WHAT YOU NEED TO DO>
For the string "leave", count the lines in the records below that contain it. Answer with that number alone.

[Start of Attachment]

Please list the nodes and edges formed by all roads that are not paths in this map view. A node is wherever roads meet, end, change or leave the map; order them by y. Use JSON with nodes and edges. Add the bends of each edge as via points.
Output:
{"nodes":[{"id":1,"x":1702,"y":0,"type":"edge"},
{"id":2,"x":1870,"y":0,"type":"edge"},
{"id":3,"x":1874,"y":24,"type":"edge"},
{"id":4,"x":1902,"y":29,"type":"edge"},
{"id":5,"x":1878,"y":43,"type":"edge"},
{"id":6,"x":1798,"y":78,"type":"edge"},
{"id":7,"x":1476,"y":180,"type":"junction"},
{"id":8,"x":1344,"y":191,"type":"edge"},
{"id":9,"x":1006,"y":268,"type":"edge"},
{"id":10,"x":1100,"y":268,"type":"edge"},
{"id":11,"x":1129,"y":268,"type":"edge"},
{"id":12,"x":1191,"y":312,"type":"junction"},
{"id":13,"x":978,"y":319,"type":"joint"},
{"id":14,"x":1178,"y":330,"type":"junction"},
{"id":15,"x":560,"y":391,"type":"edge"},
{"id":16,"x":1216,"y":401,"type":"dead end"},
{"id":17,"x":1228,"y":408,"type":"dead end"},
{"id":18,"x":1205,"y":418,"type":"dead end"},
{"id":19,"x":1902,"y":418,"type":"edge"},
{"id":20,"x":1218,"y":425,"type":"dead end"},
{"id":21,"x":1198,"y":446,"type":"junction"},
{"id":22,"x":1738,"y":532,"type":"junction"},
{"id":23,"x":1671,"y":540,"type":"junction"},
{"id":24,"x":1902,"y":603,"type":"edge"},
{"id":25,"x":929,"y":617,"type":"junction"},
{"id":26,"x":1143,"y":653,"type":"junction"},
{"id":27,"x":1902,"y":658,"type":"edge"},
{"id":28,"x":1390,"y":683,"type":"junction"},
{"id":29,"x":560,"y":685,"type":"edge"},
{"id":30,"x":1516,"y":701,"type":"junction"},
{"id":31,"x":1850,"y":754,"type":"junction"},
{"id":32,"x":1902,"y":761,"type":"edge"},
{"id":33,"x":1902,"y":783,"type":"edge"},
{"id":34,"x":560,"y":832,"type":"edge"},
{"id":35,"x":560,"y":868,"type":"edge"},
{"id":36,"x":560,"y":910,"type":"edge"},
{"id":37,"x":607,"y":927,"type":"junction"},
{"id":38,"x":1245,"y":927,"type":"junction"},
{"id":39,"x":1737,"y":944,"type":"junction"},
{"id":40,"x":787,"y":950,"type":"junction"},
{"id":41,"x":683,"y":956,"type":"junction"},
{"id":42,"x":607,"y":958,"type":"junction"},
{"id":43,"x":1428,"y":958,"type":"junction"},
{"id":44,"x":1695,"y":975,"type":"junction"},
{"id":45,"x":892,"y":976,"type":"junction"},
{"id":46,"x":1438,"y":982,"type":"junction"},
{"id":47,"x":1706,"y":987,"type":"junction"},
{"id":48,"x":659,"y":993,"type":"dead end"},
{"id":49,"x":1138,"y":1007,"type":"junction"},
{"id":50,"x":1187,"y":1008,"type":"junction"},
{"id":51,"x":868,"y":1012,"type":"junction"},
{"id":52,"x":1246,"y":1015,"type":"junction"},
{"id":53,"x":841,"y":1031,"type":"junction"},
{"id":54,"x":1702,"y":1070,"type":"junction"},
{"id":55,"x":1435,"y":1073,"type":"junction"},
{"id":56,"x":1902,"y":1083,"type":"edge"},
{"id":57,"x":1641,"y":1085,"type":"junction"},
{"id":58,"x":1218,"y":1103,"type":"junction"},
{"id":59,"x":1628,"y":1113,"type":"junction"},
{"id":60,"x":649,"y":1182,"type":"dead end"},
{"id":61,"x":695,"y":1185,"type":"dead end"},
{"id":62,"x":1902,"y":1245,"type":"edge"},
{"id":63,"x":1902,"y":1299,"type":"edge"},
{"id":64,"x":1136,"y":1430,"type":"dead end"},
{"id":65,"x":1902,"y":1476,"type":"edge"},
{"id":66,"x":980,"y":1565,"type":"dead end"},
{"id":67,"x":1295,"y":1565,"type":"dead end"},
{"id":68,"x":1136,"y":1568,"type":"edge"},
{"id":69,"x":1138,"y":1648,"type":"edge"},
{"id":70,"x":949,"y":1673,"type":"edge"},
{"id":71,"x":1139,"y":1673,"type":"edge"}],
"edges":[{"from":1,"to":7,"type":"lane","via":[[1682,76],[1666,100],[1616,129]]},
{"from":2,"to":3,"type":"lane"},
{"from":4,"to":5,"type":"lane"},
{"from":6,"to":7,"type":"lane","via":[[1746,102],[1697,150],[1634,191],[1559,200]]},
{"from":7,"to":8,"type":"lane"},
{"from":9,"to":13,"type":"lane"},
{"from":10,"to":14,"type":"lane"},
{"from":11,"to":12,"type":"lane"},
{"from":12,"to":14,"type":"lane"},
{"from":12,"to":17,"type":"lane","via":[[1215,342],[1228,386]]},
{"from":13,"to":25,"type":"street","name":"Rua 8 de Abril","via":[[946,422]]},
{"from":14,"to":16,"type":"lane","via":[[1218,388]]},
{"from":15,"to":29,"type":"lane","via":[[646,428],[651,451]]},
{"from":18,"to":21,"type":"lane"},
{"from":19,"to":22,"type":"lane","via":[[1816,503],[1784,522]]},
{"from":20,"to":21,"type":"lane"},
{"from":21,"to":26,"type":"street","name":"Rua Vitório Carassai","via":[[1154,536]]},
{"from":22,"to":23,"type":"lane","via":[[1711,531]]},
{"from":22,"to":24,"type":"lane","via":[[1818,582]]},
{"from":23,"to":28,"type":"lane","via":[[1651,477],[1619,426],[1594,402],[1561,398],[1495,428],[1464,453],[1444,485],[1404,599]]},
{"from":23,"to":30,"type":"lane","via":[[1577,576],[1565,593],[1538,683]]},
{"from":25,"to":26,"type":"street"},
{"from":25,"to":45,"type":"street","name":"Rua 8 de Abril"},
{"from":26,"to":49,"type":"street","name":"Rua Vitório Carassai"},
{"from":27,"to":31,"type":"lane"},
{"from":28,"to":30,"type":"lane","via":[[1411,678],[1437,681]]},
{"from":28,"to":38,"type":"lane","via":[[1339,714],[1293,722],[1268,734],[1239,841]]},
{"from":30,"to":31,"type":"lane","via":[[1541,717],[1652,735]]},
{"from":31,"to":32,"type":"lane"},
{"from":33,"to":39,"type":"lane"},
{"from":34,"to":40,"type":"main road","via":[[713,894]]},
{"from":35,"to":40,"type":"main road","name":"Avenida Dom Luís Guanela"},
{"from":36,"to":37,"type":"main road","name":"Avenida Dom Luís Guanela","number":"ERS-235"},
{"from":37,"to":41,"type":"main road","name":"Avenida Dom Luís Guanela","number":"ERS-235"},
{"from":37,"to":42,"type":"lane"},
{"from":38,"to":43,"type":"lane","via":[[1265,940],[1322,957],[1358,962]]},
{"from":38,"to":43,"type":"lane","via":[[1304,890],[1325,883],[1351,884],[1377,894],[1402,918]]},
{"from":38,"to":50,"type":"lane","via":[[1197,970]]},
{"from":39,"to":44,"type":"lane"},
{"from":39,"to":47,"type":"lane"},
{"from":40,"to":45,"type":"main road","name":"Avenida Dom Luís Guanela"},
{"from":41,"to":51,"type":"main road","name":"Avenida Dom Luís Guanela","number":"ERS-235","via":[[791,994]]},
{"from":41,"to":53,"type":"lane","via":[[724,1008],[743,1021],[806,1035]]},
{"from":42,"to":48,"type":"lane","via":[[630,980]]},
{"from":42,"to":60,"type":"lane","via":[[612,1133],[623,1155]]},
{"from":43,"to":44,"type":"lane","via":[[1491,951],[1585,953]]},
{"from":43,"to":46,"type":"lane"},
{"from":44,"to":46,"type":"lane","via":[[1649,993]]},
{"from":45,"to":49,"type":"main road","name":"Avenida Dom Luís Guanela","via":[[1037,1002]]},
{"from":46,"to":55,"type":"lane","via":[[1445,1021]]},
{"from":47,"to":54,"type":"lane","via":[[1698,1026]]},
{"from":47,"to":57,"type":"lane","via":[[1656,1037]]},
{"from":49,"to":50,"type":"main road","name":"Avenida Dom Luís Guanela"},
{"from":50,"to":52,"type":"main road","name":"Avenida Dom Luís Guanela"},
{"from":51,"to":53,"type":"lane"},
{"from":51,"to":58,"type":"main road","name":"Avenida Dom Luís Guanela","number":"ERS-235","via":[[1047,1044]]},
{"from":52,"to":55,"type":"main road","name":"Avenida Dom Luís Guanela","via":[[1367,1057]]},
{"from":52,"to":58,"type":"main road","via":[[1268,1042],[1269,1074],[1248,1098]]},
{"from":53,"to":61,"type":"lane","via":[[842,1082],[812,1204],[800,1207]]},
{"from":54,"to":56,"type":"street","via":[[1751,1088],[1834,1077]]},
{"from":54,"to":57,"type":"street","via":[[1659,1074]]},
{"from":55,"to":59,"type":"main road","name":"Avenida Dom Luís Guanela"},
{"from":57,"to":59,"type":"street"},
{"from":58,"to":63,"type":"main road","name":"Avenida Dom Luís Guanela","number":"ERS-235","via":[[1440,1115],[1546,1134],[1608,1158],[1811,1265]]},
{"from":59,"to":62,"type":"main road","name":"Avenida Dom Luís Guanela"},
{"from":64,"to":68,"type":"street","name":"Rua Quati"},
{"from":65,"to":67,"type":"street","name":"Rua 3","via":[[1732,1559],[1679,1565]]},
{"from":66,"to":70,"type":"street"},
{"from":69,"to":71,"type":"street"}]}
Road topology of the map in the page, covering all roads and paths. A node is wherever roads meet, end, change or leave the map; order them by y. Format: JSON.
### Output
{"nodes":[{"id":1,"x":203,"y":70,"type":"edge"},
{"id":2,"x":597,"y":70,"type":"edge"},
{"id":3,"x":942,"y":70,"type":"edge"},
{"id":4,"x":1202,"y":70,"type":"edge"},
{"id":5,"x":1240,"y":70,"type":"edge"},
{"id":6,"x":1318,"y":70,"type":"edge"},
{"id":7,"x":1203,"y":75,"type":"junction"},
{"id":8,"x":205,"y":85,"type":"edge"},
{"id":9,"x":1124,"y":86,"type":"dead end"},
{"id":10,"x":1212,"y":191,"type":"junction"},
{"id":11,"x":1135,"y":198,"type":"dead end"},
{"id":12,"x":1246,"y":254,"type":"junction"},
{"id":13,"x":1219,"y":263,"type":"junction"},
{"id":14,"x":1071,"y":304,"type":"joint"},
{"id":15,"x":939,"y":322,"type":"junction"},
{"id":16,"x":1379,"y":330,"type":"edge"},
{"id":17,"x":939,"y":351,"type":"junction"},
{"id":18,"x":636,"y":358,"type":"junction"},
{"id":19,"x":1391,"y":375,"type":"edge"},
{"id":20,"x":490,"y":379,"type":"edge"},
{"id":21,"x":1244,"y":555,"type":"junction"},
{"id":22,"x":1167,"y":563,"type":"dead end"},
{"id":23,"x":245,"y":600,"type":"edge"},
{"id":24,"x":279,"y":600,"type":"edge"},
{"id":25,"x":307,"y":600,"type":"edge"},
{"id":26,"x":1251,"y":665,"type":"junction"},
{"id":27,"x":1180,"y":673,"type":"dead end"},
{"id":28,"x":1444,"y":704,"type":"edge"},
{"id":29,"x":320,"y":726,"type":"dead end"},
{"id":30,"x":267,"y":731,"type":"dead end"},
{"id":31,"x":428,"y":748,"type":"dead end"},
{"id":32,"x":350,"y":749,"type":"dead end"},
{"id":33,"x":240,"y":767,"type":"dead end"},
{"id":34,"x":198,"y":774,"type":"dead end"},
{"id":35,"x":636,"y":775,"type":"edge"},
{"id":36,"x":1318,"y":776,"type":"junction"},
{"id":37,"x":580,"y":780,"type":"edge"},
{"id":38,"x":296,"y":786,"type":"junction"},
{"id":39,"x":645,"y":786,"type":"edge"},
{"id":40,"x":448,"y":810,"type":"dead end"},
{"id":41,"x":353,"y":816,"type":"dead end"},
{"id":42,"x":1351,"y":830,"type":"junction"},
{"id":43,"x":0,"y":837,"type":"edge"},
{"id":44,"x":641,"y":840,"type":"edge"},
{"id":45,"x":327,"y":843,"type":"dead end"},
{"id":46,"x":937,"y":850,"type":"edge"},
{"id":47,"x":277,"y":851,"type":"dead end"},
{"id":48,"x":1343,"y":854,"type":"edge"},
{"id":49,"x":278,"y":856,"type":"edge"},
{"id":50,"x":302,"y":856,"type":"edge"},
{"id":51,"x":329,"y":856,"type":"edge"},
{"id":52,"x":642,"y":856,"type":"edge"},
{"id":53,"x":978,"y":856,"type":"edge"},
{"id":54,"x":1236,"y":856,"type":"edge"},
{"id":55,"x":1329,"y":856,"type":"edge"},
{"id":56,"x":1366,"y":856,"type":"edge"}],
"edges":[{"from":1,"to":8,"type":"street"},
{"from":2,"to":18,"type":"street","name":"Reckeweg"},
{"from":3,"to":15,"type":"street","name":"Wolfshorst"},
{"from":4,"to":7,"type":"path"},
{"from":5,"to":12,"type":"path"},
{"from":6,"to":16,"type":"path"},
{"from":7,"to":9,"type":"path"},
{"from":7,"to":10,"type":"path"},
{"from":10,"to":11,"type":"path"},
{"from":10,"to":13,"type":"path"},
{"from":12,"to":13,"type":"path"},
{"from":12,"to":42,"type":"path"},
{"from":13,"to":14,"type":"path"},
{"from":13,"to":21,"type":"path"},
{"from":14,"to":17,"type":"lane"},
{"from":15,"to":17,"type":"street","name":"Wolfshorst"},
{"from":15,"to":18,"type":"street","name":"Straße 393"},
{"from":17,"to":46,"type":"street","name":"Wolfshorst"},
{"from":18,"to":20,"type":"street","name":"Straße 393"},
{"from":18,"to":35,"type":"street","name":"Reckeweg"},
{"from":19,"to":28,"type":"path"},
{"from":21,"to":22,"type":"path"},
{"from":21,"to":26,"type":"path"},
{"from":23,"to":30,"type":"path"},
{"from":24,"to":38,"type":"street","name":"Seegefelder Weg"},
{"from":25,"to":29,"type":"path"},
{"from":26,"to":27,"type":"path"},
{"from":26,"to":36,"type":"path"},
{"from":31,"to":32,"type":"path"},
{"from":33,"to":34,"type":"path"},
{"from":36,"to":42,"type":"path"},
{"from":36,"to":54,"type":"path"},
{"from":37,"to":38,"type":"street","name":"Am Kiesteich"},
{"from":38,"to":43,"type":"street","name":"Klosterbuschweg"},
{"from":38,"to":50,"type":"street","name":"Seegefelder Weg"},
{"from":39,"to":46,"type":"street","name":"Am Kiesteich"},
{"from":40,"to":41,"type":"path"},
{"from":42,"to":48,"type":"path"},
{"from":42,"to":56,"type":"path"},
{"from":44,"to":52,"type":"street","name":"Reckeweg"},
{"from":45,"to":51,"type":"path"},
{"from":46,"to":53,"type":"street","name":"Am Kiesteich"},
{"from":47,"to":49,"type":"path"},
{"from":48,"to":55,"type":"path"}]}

[End of Attachment]

TASK ANSWER>
2